Despite its unsavory origin, the barangay as a basic unit of government is now recognized in the 1987 Constitution. It is incorporated in the Local Government Code, feeding on the national budget. Together with most municipalities, cities and provinces, they depend on the national government for their finances in the form of the Internal Revenue Allotment or IRA. This constitutes their own pork barrel. Millions of pesos in IRA funds are known to end up in the pockets of governors, mayors, municipal councilors and barangay officials, just like the congressional pork barrel. This is how the Ampatuan clan of the Autonomous Region in Muslim Mindanao amassed its billions.

According to an estimate, barangays are entitled this year to a total IRA of P60.5 billion, of which P6.05 billion will go to the barangay youth councils. As there are 42,000 barangays, the youth councils are entitled to P143,000 each. Some barangays in urban areas like Makati City are so rich that they spend their money on fiestas for their drivers and maids, while others are so poor they can’t even afford waiting sheds.

While the barangay officers are supposedly nonpartisan, they actually are just political ward leaders and paid retainers of the national and higher politicians. They augment the demand on the politicians for financial handouts, especially during elections, exerting additional pressure for graft. While the regular barangays may perform some useful grassroots services, the Sangguniang Kabataan (formerly known as Kabataang Barangay) is a different matter.

The SK exposes the youth to corruption in their tender age. It strengthens the political dynasties that have the money and the power to introduce their sons and daughters early to dirty politics. It diverts them from formal education. Hence, the move in Congress to postpone the SK elections, preliminary to its eventual abolition, is correct. Send the youth back to the campuses.

Since the end of the Moro-US wars in 1913, there had been relative peace in Mindanao between the Muslim and Christian communities. The intensification of armed clashes between the Christian Ilaga and Muslim Barracudas after Marcos came to power in 1965, and the Jabidah massacre of Muslim recruits in 1968, provoked the outbreak of the Muslim rebellion led by the Moro National Liberation Front after martial law was declared. Marcos had recruited the Muslim trainees for a secret intrusion into Malaysia to reclaim Sabah.

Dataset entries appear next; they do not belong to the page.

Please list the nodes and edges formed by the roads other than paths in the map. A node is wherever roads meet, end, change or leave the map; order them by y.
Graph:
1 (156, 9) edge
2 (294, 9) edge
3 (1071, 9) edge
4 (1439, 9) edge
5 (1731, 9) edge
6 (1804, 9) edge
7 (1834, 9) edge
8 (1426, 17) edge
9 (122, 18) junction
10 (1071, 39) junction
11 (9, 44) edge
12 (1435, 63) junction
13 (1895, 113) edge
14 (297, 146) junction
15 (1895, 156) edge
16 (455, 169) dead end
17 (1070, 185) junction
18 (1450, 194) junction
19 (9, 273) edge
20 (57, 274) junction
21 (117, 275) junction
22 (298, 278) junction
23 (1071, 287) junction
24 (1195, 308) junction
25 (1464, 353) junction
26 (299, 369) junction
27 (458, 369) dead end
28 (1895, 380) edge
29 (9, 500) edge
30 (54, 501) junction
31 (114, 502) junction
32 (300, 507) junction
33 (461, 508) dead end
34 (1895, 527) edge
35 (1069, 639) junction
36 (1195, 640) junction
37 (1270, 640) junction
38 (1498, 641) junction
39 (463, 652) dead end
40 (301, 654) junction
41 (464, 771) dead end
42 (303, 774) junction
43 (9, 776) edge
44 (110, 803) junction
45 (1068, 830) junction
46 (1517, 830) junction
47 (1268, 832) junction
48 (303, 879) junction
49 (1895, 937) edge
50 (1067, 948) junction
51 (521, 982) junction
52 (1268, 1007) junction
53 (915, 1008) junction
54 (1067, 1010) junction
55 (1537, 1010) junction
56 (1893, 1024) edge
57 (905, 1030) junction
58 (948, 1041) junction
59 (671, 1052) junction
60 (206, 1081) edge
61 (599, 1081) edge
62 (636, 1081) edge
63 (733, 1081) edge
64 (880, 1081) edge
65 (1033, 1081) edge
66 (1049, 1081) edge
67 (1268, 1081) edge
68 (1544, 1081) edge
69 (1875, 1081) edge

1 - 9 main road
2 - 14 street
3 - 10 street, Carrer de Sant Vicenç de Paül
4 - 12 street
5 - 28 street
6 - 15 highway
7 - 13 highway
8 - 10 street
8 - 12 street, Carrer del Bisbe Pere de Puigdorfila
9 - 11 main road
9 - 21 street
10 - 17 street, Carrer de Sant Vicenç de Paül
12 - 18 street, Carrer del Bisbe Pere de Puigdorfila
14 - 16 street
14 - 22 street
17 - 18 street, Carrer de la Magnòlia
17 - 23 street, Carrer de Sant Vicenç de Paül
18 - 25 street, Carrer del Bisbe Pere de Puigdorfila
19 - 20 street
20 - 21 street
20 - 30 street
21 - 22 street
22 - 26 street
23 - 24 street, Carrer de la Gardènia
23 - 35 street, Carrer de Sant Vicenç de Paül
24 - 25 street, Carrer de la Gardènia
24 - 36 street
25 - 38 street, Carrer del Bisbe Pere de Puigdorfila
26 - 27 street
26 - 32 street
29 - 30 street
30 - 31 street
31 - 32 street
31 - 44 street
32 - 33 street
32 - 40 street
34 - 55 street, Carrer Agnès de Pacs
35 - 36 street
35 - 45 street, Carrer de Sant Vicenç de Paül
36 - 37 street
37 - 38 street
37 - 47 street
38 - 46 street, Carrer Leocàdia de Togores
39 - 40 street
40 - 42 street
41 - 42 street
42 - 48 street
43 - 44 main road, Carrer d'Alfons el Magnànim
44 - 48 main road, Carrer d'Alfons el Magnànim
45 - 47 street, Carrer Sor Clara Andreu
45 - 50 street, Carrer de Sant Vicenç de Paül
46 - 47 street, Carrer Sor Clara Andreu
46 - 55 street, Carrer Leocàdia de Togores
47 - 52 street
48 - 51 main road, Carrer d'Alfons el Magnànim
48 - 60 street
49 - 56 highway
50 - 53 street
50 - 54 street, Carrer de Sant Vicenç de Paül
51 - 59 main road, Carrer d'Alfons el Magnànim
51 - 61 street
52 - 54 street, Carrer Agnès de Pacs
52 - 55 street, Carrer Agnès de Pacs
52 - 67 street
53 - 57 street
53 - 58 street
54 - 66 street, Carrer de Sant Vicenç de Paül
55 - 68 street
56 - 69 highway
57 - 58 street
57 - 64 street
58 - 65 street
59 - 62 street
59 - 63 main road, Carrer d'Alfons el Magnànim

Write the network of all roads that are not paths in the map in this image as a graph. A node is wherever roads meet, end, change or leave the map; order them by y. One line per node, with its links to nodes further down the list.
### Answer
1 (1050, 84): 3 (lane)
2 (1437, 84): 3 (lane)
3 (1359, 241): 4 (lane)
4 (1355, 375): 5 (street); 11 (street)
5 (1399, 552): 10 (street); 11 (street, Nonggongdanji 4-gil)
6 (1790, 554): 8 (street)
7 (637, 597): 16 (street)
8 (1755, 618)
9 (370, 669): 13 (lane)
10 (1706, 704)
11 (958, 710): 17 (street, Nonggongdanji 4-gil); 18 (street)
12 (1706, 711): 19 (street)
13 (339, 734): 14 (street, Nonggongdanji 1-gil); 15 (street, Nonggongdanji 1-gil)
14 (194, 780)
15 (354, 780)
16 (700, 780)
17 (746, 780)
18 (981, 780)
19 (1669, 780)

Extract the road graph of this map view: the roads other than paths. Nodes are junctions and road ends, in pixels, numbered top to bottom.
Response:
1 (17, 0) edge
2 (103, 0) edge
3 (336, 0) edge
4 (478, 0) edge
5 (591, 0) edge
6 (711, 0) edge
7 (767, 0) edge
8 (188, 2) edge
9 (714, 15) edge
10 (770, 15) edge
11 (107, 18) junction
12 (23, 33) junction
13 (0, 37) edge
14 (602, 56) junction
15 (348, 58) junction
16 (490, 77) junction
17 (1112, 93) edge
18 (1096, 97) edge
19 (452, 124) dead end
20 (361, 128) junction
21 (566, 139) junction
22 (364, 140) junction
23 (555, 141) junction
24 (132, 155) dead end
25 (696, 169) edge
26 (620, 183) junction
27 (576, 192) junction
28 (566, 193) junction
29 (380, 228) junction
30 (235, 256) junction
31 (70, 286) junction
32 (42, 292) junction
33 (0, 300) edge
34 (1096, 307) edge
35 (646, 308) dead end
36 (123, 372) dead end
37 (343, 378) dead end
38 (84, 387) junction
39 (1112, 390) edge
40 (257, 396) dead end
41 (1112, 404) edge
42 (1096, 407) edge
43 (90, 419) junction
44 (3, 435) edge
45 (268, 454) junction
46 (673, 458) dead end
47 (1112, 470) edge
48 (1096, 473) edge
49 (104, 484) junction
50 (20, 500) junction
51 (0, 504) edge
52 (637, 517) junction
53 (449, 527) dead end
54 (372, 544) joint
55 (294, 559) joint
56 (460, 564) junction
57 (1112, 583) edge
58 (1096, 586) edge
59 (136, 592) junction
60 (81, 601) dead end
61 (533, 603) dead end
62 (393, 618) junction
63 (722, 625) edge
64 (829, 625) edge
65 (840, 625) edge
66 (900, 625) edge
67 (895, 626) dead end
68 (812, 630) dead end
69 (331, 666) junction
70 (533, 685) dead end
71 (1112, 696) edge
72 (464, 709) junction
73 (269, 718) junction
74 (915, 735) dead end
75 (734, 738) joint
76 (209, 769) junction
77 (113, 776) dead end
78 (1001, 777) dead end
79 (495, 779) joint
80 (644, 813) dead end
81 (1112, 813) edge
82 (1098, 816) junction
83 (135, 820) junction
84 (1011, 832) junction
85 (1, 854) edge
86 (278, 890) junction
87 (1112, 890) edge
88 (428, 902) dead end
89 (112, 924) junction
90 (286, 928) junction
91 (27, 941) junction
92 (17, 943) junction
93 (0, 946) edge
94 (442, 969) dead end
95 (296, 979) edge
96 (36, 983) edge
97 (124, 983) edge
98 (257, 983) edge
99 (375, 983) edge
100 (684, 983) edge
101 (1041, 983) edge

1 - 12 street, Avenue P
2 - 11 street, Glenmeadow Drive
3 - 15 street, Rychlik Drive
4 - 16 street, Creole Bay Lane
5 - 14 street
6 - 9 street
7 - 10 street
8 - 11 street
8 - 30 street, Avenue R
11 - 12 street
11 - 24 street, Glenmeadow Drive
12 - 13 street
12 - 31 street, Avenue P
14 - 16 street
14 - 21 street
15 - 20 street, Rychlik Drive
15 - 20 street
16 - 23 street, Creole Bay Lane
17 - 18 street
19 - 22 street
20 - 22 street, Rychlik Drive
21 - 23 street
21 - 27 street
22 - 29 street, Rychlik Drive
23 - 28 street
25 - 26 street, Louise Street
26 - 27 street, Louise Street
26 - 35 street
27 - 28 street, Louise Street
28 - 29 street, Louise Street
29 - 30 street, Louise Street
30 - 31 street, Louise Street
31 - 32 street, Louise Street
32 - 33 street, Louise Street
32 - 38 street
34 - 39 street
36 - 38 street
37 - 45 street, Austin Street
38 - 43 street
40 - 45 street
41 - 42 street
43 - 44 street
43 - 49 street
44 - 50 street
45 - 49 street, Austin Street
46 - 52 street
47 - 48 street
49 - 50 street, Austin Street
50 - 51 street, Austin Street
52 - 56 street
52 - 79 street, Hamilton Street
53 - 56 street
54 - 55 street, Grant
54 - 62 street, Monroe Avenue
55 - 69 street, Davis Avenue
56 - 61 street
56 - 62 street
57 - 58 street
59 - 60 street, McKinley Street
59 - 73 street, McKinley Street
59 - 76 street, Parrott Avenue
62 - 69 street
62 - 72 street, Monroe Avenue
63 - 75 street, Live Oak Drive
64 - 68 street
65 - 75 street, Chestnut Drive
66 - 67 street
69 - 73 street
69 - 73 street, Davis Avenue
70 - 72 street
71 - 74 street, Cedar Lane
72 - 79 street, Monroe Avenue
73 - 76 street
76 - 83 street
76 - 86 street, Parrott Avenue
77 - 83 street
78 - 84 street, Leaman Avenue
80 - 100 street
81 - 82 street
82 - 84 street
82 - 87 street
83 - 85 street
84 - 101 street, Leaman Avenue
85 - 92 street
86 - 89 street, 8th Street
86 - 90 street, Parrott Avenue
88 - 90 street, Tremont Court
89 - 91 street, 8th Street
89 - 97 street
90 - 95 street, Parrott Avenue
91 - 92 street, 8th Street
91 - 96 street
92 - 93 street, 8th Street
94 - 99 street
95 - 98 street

The communist rebellion was revived by the New People’s Army founded by Jose Ma. Sison in 1969, after Marcos’ administration aggravated economic and human rights problems, and neglected the agrarian reform program. The NPA grew in numbers during the dictatorship, alarming the US government, which significantly helped people power get rid of Marcos. Despite a temporary decline after Marcos’ fall, the NPA has now spread its armed units throughout the country.

Marcos’ neoliberal economic and tax policies worsened economic conditions, leading to the deployment of Filipino workers abroad as government policy. We are now the only nation in the world that exports its people for hard cash. Marcos’ trickle-down policy, like that of Reagan and Thatcher, did not benefit the poor but only the rich. These policies are still being followed today because of the failure to vigorously brush away the sticky spider web of authoritarianism and corruption.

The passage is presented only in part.